_Task directions_
Select from the data all lines with the word "Left".

_Task material_

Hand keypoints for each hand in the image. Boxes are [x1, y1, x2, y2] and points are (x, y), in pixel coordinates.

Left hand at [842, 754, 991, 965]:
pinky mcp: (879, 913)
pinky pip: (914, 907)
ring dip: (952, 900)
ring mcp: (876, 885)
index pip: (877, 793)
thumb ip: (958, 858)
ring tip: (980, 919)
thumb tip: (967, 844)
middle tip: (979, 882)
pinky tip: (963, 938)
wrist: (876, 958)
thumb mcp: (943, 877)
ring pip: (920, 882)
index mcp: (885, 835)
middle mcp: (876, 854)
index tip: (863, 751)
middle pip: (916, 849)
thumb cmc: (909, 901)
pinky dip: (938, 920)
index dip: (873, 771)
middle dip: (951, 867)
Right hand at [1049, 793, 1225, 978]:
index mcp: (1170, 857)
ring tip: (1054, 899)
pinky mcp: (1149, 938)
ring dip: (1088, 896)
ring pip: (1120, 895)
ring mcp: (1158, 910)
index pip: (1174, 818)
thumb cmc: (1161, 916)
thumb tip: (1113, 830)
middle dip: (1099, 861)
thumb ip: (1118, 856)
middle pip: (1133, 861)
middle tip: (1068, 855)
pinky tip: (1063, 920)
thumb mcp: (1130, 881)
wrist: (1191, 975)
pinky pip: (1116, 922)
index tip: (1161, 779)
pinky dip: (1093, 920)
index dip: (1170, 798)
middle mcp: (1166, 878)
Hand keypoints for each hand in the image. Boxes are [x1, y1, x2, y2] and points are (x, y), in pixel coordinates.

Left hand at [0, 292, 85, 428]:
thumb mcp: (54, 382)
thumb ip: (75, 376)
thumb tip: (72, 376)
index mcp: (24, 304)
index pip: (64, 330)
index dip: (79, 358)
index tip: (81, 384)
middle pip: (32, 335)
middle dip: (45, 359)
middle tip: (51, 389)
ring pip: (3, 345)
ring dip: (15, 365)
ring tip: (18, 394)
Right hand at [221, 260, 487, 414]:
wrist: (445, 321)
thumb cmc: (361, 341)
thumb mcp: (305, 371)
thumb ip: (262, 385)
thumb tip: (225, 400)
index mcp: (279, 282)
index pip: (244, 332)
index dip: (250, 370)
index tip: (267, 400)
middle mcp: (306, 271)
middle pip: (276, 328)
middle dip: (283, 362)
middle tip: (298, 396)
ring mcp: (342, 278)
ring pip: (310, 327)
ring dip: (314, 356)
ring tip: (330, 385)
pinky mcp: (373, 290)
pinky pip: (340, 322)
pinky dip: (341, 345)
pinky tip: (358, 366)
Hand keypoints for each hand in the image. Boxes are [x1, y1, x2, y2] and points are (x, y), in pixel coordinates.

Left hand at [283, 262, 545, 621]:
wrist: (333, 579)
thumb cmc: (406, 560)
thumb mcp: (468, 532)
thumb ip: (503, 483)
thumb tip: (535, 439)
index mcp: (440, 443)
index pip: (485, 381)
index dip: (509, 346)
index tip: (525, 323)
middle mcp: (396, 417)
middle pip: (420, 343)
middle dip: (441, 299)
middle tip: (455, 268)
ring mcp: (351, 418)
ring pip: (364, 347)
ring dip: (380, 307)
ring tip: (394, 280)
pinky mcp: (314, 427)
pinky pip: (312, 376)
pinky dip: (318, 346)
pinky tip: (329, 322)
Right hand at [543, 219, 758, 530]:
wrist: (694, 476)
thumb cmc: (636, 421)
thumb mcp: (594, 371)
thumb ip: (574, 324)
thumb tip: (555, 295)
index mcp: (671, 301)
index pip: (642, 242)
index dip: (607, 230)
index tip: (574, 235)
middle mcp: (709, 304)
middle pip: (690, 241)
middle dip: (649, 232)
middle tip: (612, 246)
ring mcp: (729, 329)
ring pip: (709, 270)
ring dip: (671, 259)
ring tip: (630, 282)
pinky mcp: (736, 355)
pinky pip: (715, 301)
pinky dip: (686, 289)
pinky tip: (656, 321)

_Your solution_
Left hand at [842, 754, 991, 965]:
Left hand at [0, 292, 85, 428]:
Left hand at [283, 262, 545, 621]:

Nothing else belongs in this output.